● PROMPT: Your task is to gather the lines below that hold the string "graph".

(Data excerpts)
********************
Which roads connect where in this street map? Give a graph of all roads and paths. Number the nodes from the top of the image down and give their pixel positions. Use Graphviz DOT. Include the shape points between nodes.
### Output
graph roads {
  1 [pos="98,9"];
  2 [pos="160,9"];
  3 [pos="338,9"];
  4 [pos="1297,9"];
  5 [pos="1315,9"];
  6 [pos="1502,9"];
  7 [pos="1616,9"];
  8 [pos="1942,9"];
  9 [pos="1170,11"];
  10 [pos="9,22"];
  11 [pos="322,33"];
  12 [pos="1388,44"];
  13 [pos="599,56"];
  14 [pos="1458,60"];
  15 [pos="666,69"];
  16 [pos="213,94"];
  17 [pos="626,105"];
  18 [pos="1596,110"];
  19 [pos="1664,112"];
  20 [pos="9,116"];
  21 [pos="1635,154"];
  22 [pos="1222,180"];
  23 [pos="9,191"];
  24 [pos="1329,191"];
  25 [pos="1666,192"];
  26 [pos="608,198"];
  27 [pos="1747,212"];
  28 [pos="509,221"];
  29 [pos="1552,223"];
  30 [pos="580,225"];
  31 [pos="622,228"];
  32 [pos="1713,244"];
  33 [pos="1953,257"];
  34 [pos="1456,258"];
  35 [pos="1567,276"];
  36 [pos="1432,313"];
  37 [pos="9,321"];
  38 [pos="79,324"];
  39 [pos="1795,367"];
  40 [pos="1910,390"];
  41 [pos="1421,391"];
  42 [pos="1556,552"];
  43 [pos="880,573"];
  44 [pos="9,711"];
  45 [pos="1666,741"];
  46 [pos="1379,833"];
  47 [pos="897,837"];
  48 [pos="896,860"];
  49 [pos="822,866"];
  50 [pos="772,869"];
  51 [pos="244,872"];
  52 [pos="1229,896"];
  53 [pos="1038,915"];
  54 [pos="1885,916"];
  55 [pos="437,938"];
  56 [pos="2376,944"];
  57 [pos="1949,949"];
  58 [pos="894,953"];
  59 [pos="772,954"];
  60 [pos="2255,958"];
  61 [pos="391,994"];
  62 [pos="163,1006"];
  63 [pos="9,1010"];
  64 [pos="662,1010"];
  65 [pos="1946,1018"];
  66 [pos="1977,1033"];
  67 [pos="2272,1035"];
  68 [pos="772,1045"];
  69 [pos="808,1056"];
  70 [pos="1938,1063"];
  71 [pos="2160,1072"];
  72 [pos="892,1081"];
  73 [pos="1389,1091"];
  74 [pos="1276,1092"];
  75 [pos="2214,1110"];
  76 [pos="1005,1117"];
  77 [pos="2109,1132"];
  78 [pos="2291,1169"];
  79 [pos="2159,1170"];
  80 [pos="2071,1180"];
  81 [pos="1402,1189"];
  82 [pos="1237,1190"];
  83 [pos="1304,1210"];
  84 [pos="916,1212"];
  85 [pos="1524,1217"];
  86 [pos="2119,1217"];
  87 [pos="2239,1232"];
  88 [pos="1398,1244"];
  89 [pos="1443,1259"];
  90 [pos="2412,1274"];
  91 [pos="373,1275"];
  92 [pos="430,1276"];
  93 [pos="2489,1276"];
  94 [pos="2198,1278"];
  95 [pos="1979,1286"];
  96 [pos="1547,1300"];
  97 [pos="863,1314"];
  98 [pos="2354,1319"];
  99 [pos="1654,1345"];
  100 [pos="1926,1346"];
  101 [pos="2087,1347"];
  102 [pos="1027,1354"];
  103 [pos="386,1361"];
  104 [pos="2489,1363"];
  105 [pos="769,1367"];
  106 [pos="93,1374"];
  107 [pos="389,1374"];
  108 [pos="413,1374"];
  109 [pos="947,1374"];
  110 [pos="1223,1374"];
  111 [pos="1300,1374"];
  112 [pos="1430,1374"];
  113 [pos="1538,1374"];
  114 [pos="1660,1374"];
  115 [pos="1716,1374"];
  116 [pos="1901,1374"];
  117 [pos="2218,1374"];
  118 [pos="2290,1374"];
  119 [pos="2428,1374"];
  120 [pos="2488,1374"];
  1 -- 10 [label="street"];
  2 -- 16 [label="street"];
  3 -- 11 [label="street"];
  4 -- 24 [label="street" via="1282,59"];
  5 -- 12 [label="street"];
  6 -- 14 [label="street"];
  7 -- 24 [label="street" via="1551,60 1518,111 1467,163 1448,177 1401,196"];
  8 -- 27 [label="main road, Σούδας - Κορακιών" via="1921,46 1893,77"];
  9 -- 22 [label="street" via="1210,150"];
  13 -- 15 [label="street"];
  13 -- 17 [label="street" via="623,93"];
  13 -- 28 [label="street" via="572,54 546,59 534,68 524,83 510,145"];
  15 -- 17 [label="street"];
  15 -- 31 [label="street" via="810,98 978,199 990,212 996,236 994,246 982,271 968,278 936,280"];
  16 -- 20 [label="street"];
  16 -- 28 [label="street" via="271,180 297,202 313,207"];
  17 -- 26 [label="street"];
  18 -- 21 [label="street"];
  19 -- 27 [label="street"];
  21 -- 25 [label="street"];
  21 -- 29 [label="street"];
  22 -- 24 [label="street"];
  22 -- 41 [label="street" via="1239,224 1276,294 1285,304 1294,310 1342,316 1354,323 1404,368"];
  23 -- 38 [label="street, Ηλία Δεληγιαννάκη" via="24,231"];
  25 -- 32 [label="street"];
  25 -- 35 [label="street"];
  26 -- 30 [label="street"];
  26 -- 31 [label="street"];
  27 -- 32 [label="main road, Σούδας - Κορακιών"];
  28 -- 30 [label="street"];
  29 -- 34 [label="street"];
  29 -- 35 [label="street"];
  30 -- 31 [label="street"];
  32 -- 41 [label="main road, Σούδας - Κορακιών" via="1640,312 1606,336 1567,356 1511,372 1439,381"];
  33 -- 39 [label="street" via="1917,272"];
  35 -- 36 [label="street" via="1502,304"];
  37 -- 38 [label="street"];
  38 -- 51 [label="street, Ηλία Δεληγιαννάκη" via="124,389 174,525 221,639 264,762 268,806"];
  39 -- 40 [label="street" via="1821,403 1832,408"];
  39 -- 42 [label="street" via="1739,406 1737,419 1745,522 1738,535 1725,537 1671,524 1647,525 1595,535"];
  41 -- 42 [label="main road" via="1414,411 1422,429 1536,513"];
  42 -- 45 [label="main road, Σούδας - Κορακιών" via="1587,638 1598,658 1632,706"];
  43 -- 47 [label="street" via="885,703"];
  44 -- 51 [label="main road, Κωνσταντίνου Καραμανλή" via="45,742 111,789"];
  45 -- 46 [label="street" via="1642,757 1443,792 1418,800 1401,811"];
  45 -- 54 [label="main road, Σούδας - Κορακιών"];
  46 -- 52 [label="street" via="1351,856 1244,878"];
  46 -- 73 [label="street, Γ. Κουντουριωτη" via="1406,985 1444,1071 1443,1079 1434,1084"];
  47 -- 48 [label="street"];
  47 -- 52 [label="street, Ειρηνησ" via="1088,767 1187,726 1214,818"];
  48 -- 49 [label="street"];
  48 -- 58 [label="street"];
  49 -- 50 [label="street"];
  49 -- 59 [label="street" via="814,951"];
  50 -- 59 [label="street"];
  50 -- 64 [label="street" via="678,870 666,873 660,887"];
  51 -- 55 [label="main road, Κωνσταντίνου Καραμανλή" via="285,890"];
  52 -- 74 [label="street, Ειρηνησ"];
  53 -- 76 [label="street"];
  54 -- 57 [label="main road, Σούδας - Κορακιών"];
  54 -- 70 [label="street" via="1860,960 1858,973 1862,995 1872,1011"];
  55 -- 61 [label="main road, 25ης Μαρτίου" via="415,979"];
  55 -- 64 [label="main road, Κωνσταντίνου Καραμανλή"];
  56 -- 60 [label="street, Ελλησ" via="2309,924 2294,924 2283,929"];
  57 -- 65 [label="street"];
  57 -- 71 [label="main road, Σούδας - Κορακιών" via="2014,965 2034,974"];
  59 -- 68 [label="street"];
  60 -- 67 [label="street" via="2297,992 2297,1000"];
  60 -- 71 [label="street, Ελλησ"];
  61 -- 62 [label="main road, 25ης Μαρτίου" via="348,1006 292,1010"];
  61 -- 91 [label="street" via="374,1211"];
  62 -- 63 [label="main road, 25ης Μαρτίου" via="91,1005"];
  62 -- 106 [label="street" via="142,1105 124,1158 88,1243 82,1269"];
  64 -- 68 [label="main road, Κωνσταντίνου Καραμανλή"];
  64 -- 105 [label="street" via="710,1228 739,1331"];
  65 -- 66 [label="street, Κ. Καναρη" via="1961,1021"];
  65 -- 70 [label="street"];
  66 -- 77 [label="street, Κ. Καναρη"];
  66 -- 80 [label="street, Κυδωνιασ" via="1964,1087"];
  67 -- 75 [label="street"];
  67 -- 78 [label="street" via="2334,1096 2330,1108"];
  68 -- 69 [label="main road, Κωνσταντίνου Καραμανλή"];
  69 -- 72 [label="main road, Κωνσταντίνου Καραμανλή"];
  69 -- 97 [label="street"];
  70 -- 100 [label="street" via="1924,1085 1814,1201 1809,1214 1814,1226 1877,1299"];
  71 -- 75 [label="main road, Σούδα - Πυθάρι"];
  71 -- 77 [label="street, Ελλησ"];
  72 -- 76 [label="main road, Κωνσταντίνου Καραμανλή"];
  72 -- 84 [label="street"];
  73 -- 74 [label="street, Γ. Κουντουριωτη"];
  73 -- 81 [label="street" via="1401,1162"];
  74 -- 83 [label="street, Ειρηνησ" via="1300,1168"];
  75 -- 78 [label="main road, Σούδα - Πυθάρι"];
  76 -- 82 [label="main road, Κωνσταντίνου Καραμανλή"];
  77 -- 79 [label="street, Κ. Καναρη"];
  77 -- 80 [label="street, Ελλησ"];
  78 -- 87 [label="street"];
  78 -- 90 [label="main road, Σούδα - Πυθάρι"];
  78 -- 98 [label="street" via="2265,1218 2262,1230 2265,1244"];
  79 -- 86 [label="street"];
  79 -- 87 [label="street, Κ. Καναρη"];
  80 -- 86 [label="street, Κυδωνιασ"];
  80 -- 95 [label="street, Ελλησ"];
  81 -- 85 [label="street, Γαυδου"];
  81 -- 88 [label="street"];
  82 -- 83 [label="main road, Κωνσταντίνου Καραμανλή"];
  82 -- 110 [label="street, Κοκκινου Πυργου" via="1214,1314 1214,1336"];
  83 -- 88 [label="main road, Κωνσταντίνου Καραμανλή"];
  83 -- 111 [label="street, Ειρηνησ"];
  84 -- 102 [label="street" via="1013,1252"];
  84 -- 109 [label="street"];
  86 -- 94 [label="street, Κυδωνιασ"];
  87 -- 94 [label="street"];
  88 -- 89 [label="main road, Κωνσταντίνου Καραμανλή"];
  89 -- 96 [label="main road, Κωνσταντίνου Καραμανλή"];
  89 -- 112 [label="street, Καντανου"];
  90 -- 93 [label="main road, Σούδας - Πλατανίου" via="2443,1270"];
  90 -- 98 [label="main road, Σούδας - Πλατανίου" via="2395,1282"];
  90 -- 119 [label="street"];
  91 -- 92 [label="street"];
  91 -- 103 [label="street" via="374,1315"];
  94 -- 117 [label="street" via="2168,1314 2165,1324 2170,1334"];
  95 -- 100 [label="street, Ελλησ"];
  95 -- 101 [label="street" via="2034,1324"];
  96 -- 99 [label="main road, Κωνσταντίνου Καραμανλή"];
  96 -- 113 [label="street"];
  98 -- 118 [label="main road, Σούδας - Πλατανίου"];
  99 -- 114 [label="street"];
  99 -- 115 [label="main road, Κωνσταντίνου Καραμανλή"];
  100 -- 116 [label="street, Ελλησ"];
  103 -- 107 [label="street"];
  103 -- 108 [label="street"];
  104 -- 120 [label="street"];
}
********************
● SOLUTION TO THIS EXERCISE:
Which roads connect where in this street map? Give a graph of all roads and paths. Number the nodes from the top of the image down and give their pixel positions. Use Graphviz DOT. Include the shape points between nodes.
graph roads {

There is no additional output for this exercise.